Waterfalls and Views Sipi Falls, Uganda

There are travelers who like buses, there are travelers who take buses to save money, and then there’s us. We’d love to save money but after more than a year of traveling, we just don’t have the stamina and patience for long bus rides anymore.

How to get to Sipi Falls

The nice lady at our guesthouse in Entebbe organized a taxi for us to go to Sipi Falls. The only thing was, she didn’t know where Sipi was. Nor did the driver. They only knew it was “near” the town of Mbale (actually it’s 70 km from Mbale). Our driver, who drove an airport taxi, probably had never been too far away from Kampala and had no idea where he was going.

From Kampala, there are two ways to go to Sipi: a long and a short way. Our driver took the long way. He got a speeding ticket and almost drove to the Kenyan border (twice). By 6 pm we arrived at the turnoff to Sipi and it was clearly the driver’s first time driving in the mountains. Despite his frequent complaints (where you’re going is so far away!) he was a very nice guy and we arrived safely in Sipi.

The lowest of the three Sipi falls, seen from Lacam Lodge

Getting around

Several lodges in Sipi offer amazing views of at least one of the three waterfalls. Some, like Lacam Lodge, are closer to the falls, some, like the cheaper Crow’s Nest, further away. The first two nights we stayed at Lacam Lodge, after that it was booked out so we moved to Crow’s Nest. Lacam Lodge has big and clean rooms but no electricity (you get oil lamps at night – very romantic), Crow’s Nest has (sometimes) electricity but the rooms are tiny, the bathroom has a pit toilet and it’s obvious that not much money has been spent on interior design.

To get around and to the waterfalls you need a guide. First, because tourists have to pay village fees and it’s easier and probably cheaper if the guide, or the guides’ association, respectively, handles this. Second, because the trails aren’t easy to find and there are no signs or maps anywhere.

At the bottom of the lowest and longest waterfall

Finding a guide is easy, especially in low season, when the guides find you before you even know you need one. Otherwise, you can always ask at your hotel.
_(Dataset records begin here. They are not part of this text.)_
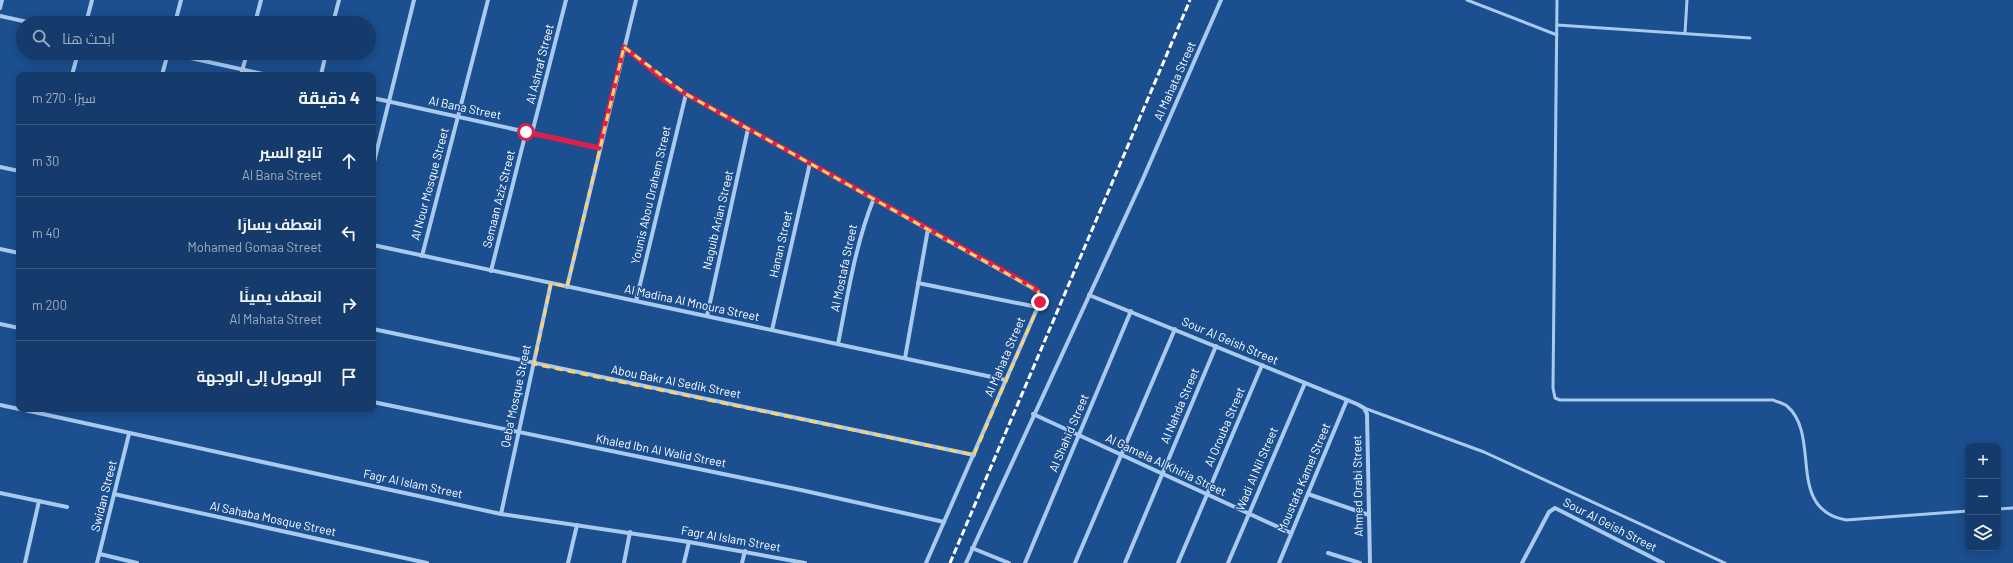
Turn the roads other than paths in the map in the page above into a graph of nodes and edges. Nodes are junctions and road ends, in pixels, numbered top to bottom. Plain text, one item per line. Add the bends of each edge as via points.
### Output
1 (2, 0) edge
2 (92, 0) edge
3 (181, 0) edge
4 (261, 0) edge
5 (339, 0) edge
6 (414, 0) edge
7 (488, 0) edge
8 (566, 0) edge
9 (636, 0) edge
10 (1221, 0) edge
11 (1467, 0) edge
12 (1557, 0) edge
13 (1687, 0) edge
14 (0, 8) edge
15 (0, 16) edge
16 (88, 16) edge
17 (177, 16) edge
18 (257, 16) edge
19 (335, 16) edge
20 (16, 20) edge
21 (1557, 25) junction
22 (1685, 34) junction
23 (1557, 35) junction
24 (1750, 38) dead end
25 (624, 47) junction
26 (76, 60) edge
27 (166, 60) edge
28 (199, 60) edge
29 (245, 60) edge
30 (324, 60) edge
31 (243, 70) junction
32 (73, 72) edge
33 (163, 72) edge
34 (253, 72) edge
35 (322, 72) edge
36 (686, 94) junction
37 (376, 99) edge
38 (389, 102) junction
39 (458, 117) junction
40 (748, 129) junction
41 (526, 132) junction
42 (532, 133) junction
43 (599, 148) junction
44 (376, 154) edge
45 (810, 163) junction
46 (0, 167) edge
47 (16, 170) edge
48 (874, 198) junction
49 (928, 229) junction
50 (376, 246) edge
51 (0, 249) edge
52 (16, 252) edge
53 (422, 256) junction
54 (491, 271) junction
55 (551, 283) junction
56 (918, 283) junction
57 (567, 287) junction
58 (1088, 295) junction
59 (636, 301) junction
60 (1037, 307) junction
61 (1132, 311) junction
62 (707, 316) junction
63 (0, 324) edge
64 (16, 327) edge
65 (1175, 329) junction
66 (376, 330) edge
67 (772, 330) junction
68 (838, 344) junction
69 (1216, 346) junction
70 (905, 358) junction
71 (534, 364) junction
72 (1262, 365) junction
73 (1006, 380) junction
74 (1305, 383) junction
75 (1347, 400) junction
76 (376, 403) edge
77 (0, 404) edge
78 (16, 408) edge
79 (1364, 408) junction
80 (32, 412) edge
81 (1033, 414) junction
82 (518, 433) junction
83 (129, 434) junction
84 (1079, 436) junction
85 (974, 455) junction
86 (1121, 455) junction
87 (1162, 474) junction
88 (0, 492) edge
89 (114, 494) junction
90 (1207, 494) junction
91 (1308, 494) junction
92 (39, 501) junction
93 (66, 507) dead end
94 (2013, 508) edge
95 (2001, 509) edge
96 (1965, 511) edge
97 (501, 514) junction
98 (1249, 514) junction
99 (1369, 515) junction
100 (944, 522) junction
101 (577, 525) junction
102 (630, 532) junction
103 (1291, 533) junction
104 (689, 542) junction
105 (972, 548) junction
106 (745, 551) junction
107 (1328, 553) dead end
108 (100, 554) junction
109 (1657, 561) edge
110 (25, 563) edge
111 (97, 563) edge
112 (137, 563) edge
113 (426, 563) edge
114 (568, 563) edge
115 (624, 563) edge
116 (684, 563) edge
117 (742, 563) edge
118 (805, 563) edge
119 (926, 563) edge
120 (966, 563) edge
121 (1009, 563) edge
122 (1025, 563) edge
123 (1075, 563) edge
124 (1125, 563) edge
125 (1178, 563) edge
126 (1228, 563) edge
127 (1278, 563) edge
128 (1360, 563) edge
129 (1370, 563) edge
130 (1522, 563) edge
131 (1664, 563) edge
132 (1726, 563) edge

1 - 14 street
2 - 16 street
3 - 17 street
4 - 18 street
5 - 19 street
6 - 38 street
7 - 39 street, Al Nour Mosque Street
8 - 42 street, Al Ashraf Street
9 - 25 street
10 - 58 street, Al Mahata Street via 1142,181
11 - 23 lane
12 - 21 lane
13 - 22 lane
15 - 20 street
21 - 22 lane
21 - 23 lane
22 - 24 lane
23 - 96 lane via 1553,388 1555,398 1773,400 1786,404 1796,415 1816,503 1834,518 1846,520
25 - 36 street, Al Mahata Street via 664,80
25 - 43 street
26 - 32 street
27 - 33 street
28 - 31 street
29 - 31 street
30 - 35 street
31 - 34 street
36 - 40 street, Al Mahata Street
36 - 59 street, Younis Abou Drahem Street
37 - 38 street, Al Bana Street
38 - 39 street, Al Bana Street
38 - 44 street
39 - 41 street, Al Bana Street
39 - 53 street, Al Nour Mosque Street
40 - 45 street, Al Mahata Street
40 - 62 street, Naguib Arian Street
41 - 42 street, Al Bana Street
41 - 54 street, Semaan Aziz Street
42 - 43 street, Al Bana Street
43 - 57 street
45 - 48 street, Al Mahata Street
45 - 67 street, Hanan Street
46 - 47 street
48 - 49 street, Al Mahata Street
48 - 68 street, Al Mostafa Street via 856,252
49 - 56 street
49 - 60 street, Al Mahata Street via 1038,291 1040,295
50 - 53 street, Al Madina Al Mnoura Street
51 - 52 street
53 - 54 street, Al Madina Al Mnoura Street
54 - 55 street, Al Madina Al Mnoura Street
55 - 57 street, Al Madina Al Mnoura Street
55 - 71 street, Qeba' Mosque Street
56 - 60 street
56 - 70 street
57 - 59 street, Al Madina Al Mnoura Street
58 - 61 street, Sour Al Geish Street
58 - 81 street, Al Mahata Street
59 - 62 street, Al Madina Al Mnoura Street
60 - 73 street, Al Mahata Street
61 - 65 street, Sour Al Geish Street
61 - 84 street, Al Shahid Street
62 - 67 street, Al Madina Al Mnoura Street
63 - 64 street
65 - 69 street, Sour Al Geish Street
65 - 86 street
66 - 71 street, Abou Bakr Al Sedik Street
67 - 68 street, Al Madina Al Mnoura Street
68 - 70 street, Al Madina Al Mnoura Street
69 - 72 street, Sour Al Geish Street
69 - 87 street, Al Nahda Street
70 - 73 street, Al Madina Al Mnoura Street
71 - 82 street, Qeba' Mosque Street
71 - 85 street, Abou Bakr Al Sedik Street
72 - 74 street, Sour Al Geish Street
72 - 90 street, Al Orouba Street
73 - 85 street, Al Mahata Street
74 - 75 street, Sour Al Geish Street
74 - 98 street, Wadi Al Nil Street
75 - 79 street, Sour Al Geish Street
75 - 91 street, Moustafa Kamel Street
76 - 82 street, Khaled Ibn Al Walid Street
77 - 78 street, Fagr Al Islam Street
79 - 99 street, Ahmed Orabi Street via 1367,414
79 - 132 lane via 1484,452
80 - 83 street, Fagr Al Islam Street
81 - 84 street, Al Gameia Al Khiria Street
81 - 105 street, Al Mahata Street
82 - 97 street, Qeba' Mosque Street
82 - 100 street, Khaled Ibn Al Walid Street via 801,490
83 - 89 street, Swidan Street
83 - 97 street, Fagr Al Islam Street
84 - 86 street, Al Gameia Al Khiria Street
84 - 122 street, Al Shahid Street
85 - 100 street, Al Mahata Street
86 - 87 street, Al Gameia Al Khiria Street
86 - 123 street
87 - 90 street, Al Gameia Al Khiria Street
87 - 124 street, Al Nahda Street
88 - 92 street
89 - 108 street, Swidan Street
89 - 113 street, Al Sahaba Mosque Street
90 - 98 street, Al Gameia Al Khiria Street
90 - 125 street, Al Orouba Street
91 - 99 street
91 - 103 street, Moustafa Kamel Street
92 - 93 street
92 - 110 street
94 - 95 lane
97 - 101 street, Fagr Al Islam Street
98 - 103 street, Al Gameia Al Khiria Street
98 - 126 street, Wadi Al Nil Street
99 - 129 street, Ahmed Orabi Street
100 - 119 street, Al Mahata Street
101 - 102 street, Fagr Al Islam Street
101 - 114 street
102 - 104 street, Fagr Al Islam Street
102 - 115 street
103 - 127 street, Moustafa Kamel Street
104 - 106 street, Fagr Al Islam Street
104 - 116 street
105 - 120 street, Al Mahata Street
105 - 121 street
106 - 117 street
106 - 118 street, Fagr Al Islam Street
107 - 128 street
108 - 111 street, Swidan Street
108 - 112 street
109 - 130 street, Sour Al Geish Street via 1558,509 1549,512
109 - 131 street, Sour Al Geish Street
Sipi Falls Tourism Guide Association, outside Sipi Falls Resort, offers walks in the area, coffee tours, visits of the waterfalls, but also tour to Nyero rock paintings. Prices are very reasonable and there’s a price list at the association’s office.

Mary, the chameleon

Walking tours

We did two hikes; one to the nearby Chebonet Falls and a longer one to all three Sipi Falls. All walks take you through villages and banana plantations and to lookouts with fantastic views of the mountains, the waterfalls and the plains below. Our guide took us to a viewpoint close to the highest of the three Sipi falls. From there, we had the most amazing view; it was one of the most beautiful panoramas I’ve ever enjoyed.

The waterfalls always have water but in dry season obviously not that much as in rainy season. Then, they’re much more spectacular but you can’t get as close to the falls as you can in dry season. All year long it’s possible to swim in the pools at the bottom of the falls but the water is very, very cold.

Coffee tour

Our guide Roger took us on a coffee tour. Coffee is Uganda’s top export crop and some of the country’s best coffee grows in the Mt Elgon region, where Sipi is. Roger explained us the whole process of coffee-making from sapling to cup. We roasted the beans and ground them into powder by ourselves and at the end enjoyed a wonderful cup of coffee in the shade of a small hut.

Sipi is a wonderful place to spend a few days. The climate is pleasant; the nights are cool while the days are warm but not too hot. Even though Sipi has several hotels (all of them, even the cheapest ones, with stunning views) and sees quite a lot of tourists on weekends and in high season, it’s not a touristy town. Apart from the hotels/lodges, there is no tourist infrastructure. The few shops are very small, finding a nano-SIM-card is impossible, and power-cuts are very frequent (actually, no power is the norm). There are one or two local restaurants that serve rice, beans, chapati, and matoke and a place that makes good chips daily after 7 pm. To find the restaurants, however, you’ll need a guide (or to ask around). The food is nothing fancy, but cheap and filling.

It’s that lack of tourist-oriented shops and restaurants and the very rural atmosphere that makes Sipi such an interesting and special place. The scenery is amazing, the views breathtaking, and people very nice. It’s a great escape from busy Kampala.